The vampire wasn’t looking at him. Sebastian felt a frown furrow his own forehead as he watched the older man. He’d never seen him acting even remotely like this, and it worried him almost as much.
He moved across the room, and caught James’ hand, startling the vampire into meeting his eyes. “Let’s sit,” Sebastian said gently, gesturing towards the bed. “Then maybe you can tell me what’s gotten into you this morning.”
“Yes — no!” James said, tugging his hand free and picking up his coat again. For a horrible second, Sebastian thought he was going to throw it on and leave again, but he was just rooting through the pockets. “I have to – here, this is for you.”
A small box was shoved so suddenly and unexpectedly into Sebastian’s hands that the boy nearly dropped it.
The box was wrapped hastily, a few corners sticking out and the tape askew. There were no bows, and no label, but it was a present.
And it was for him.
Sebastian’s knees went weak and he sat down on the side of the bed quickly for fear that he would fall. “For…me?”

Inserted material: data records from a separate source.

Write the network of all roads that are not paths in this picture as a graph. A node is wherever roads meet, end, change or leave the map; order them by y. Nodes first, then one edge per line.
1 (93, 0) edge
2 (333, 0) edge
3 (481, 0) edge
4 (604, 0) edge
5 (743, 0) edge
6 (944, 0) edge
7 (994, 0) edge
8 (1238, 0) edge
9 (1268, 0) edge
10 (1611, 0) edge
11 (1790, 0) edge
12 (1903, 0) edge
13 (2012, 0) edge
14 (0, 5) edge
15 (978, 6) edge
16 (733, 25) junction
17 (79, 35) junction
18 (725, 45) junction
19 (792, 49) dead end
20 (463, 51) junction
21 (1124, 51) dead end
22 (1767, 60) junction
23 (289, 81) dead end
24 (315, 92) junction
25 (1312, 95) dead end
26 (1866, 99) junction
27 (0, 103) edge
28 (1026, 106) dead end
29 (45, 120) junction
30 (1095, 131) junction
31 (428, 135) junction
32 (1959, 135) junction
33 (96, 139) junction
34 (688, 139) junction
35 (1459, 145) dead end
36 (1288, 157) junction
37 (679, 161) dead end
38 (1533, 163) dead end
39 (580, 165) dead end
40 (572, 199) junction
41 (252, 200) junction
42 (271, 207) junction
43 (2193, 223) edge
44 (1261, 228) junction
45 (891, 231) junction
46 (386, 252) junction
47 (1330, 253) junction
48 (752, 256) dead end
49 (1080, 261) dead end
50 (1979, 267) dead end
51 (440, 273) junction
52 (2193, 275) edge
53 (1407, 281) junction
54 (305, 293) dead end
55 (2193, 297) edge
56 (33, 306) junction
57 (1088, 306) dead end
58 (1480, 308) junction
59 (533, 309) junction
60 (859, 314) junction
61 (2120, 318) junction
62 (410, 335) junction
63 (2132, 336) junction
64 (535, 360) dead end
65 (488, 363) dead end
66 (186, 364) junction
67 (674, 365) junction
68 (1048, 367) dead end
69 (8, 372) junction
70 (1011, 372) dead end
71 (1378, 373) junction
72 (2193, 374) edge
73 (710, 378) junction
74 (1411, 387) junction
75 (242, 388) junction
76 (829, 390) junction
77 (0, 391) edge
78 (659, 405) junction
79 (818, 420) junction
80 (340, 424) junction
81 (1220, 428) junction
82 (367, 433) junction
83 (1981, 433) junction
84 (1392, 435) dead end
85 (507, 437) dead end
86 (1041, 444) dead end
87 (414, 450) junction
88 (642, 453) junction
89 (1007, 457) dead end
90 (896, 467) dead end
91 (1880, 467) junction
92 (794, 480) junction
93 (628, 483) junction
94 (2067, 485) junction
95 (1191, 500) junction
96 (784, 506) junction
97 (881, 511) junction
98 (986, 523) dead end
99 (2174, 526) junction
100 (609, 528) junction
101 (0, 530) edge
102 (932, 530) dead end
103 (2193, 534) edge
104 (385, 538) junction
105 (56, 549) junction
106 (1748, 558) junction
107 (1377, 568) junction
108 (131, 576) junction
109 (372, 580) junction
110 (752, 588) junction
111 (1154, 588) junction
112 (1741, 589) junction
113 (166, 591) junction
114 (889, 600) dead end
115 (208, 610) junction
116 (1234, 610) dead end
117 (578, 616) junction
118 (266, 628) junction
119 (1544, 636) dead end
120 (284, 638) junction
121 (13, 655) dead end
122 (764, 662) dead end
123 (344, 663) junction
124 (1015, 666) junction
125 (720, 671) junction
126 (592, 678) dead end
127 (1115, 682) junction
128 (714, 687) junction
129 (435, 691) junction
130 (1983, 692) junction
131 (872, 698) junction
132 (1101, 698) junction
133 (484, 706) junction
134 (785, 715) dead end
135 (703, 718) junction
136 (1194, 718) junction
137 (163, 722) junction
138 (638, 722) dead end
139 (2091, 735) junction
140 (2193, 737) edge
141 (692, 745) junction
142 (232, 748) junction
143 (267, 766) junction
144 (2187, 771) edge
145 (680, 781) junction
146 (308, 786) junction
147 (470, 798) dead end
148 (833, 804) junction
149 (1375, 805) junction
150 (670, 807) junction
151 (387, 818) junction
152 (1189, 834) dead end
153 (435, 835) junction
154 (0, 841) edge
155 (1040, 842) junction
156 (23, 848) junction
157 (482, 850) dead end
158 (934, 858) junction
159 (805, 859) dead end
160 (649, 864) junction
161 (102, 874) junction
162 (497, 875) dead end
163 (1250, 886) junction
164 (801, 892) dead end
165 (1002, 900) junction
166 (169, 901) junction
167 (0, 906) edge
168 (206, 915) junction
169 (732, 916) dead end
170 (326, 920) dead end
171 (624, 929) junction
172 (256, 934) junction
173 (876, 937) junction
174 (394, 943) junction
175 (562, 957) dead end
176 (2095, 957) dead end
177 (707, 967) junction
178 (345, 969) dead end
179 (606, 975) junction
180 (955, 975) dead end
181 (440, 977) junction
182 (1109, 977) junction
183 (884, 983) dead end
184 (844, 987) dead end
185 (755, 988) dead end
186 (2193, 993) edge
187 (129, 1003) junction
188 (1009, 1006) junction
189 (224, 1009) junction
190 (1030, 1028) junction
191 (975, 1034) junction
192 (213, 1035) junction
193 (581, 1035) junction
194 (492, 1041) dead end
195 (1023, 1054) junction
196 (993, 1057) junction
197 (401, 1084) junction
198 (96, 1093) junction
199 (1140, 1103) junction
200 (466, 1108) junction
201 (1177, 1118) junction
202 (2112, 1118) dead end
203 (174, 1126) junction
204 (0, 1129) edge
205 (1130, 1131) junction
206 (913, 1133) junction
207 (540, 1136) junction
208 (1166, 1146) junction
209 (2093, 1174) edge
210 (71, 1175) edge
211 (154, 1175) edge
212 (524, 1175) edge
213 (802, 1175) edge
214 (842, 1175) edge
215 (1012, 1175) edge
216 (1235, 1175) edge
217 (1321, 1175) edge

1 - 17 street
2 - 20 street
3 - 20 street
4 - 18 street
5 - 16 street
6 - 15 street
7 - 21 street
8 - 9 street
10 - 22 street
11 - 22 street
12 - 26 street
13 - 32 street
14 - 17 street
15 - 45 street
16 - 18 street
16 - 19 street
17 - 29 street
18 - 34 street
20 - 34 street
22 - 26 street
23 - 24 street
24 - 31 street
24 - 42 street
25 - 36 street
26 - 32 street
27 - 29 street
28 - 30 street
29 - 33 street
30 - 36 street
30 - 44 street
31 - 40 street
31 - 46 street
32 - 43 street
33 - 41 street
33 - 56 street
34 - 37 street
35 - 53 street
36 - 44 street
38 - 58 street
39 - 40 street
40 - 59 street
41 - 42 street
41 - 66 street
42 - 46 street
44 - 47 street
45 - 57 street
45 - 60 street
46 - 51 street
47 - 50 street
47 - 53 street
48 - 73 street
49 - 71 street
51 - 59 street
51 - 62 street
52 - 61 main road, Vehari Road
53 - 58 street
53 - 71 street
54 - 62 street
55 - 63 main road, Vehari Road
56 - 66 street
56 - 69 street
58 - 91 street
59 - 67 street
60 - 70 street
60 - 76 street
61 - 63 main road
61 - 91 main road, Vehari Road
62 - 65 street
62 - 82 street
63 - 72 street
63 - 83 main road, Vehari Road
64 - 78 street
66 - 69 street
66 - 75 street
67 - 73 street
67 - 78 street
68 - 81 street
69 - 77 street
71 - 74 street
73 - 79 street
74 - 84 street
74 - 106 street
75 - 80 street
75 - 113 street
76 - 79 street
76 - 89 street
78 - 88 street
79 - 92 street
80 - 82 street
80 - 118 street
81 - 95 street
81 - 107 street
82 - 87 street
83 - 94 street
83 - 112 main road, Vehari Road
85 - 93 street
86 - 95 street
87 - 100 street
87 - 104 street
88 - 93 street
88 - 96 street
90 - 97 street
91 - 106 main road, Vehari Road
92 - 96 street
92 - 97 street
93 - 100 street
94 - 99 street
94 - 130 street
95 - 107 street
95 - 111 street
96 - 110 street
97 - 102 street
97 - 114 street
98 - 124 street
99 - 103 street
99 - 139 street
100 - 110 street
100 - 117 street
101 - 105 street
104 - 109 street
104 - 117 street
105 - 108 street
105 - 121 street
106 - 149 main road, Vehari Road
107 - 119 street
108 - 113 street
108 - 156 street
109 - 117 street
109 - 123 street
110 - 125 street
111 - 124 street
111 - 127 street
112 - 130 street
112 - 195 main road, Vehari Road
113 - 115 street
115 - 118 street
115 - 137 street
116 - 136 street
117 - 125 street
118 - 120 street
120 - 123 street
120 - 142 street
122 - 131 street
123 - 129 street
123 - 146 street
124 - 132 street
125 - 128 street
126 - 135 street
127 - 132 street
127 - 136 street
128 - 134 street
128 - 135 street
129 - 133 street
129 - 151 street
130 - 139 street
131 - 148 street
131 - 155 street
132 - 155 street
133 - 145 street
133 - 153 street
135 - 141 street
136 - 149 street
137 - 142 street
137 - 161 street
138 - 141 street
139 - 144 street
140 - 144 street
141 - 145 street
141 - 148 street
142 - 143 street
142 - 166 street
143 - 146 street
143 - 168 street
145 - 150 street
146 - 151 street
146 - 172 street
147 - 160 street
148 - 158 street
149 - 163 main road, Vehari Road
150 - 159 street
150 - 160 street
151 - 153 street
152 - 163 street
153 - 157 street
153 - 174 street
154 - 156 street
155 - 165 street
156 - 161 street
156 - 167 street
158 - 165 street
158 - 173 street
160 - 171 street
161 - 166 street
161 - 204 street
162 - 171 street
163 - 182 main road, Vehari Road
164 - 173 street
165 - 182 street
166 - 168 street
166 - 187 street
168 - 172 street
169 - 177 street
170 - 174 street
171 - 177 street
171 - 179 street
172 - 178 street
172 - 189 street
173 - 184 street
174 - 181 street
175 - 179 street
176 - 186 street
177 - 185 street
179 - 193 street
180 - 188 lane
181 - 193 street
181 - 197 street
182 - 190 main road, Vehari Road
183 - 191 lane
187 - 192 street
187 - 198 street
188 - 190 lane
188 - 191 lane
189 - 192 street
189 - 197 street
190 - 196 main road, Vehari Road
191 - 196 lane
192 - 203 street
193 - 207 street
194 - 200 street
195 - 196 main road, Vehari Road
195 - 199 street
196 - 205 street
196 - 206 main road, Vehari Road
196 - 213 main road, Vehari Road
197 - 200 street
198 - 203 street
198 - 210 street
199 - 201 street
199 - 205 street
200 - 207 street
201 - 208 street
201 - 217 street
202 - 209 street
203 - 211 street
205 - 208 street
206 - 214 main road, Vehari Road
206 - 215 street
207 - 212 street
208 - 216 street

James shifted from foot to foot. “I…forgot to get you a present before,” he said. “And it’s hard to get things like that at night anyway. None of the stores are open.”

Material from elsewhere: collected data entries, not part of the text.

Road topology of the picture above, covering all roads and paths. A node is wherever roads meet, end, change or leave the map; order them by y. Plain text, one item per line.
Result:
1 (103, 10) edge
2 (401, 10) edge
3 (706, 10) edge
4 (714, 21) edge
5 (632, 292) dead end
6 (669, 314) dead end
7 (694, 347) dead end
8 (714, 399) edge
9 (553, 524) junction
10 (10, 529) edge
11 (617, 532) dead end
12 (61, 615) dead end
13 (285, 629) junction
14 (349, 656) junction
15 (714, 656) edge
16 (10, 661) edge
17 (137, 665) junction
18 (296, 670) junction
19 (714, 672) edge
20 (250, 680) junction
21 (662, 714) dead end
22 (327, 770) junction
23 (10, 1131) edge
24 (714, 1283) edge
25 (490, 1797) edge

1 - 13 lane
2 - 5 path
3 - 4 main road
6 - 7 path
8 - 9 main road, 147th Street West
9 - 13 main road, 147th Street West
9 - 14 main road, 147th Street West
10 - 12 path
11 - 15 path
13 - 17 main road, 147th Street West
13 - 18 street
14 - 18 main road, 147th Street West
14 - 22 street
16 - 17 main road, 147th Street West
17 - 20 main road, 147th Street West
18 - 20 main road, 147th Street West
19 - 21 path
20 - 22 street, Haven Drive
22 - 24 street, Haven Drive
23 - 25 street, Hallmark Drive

The mattress shifted and sagged as James sat down next to Sebastian. “Um…aren’t you going to open it?” he prompted.
That broke the spell just enough that Sebastian could move again. He looked up at James, feeling a brilliant smile spread across his face. “You really got me a present.”
“Looks like I did,” James said, impatience beginning to edge his voice. “Are you going to open it or not?”

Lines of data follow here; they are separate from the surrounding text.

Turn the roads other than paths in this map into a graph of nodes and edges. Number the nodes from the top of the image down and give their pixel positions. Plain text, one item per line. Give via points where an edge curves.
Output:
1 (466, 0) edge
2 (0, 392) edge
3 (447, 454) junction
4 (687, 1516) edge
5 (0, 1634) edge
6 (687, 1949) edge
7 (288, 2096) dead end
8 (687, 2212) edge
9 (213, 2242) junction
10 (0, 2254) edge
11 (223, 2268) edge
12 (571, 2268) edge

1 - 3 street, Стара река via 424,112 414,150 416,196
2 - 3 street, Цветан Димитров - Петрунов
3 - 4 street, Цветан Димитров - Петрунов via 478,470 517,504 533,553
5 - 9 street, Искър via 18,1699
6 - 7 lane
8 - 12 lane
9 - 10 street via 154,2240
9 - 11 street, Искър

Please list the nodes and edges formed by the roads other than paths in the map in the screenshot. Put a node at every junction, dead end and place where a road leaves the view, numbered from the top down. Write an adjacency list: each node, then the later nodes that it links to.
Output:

“Of course I am,” Sebastian said, glancing down at the brightly-wrapped object in his hands. “I guess I…” he laughed, high and bright. “…I want to savour the moment.”
“Stop savouring and start opening,” James growled, but there was a grin on his face. He’s as excited as I am, Sebastian realized, and he grinned fiercely, grabbing the wrapping paper in both hands and tearing it from the box.
Inside was a pair of gold bracelets, each one set with a single blue stone. The solid gold bands were cut with an interesting geometric design. Sebastian stared at them in utter shock and amazement. Something so expensive and extravagant – just for him!
He floundered, picking up one of the precious pieces of jewellery and turning it over in his hand. “James, I…I can’t accept something like this!”
“What are you talking about?” James exclaimed. “Why not? What’s wrong with them?”
“Well I…they…they’re so expensive…” Sebastian stammered.
“Hogwash,” James growled. “You’ll accept them and you’ll wear them. Money isn’t the issue.”
Sebastian swallowed. “But…”
“They’re not just pieces of frippery, you know. Let me show you,” James went on, ignoring him and snatching the second bracelet out of the box.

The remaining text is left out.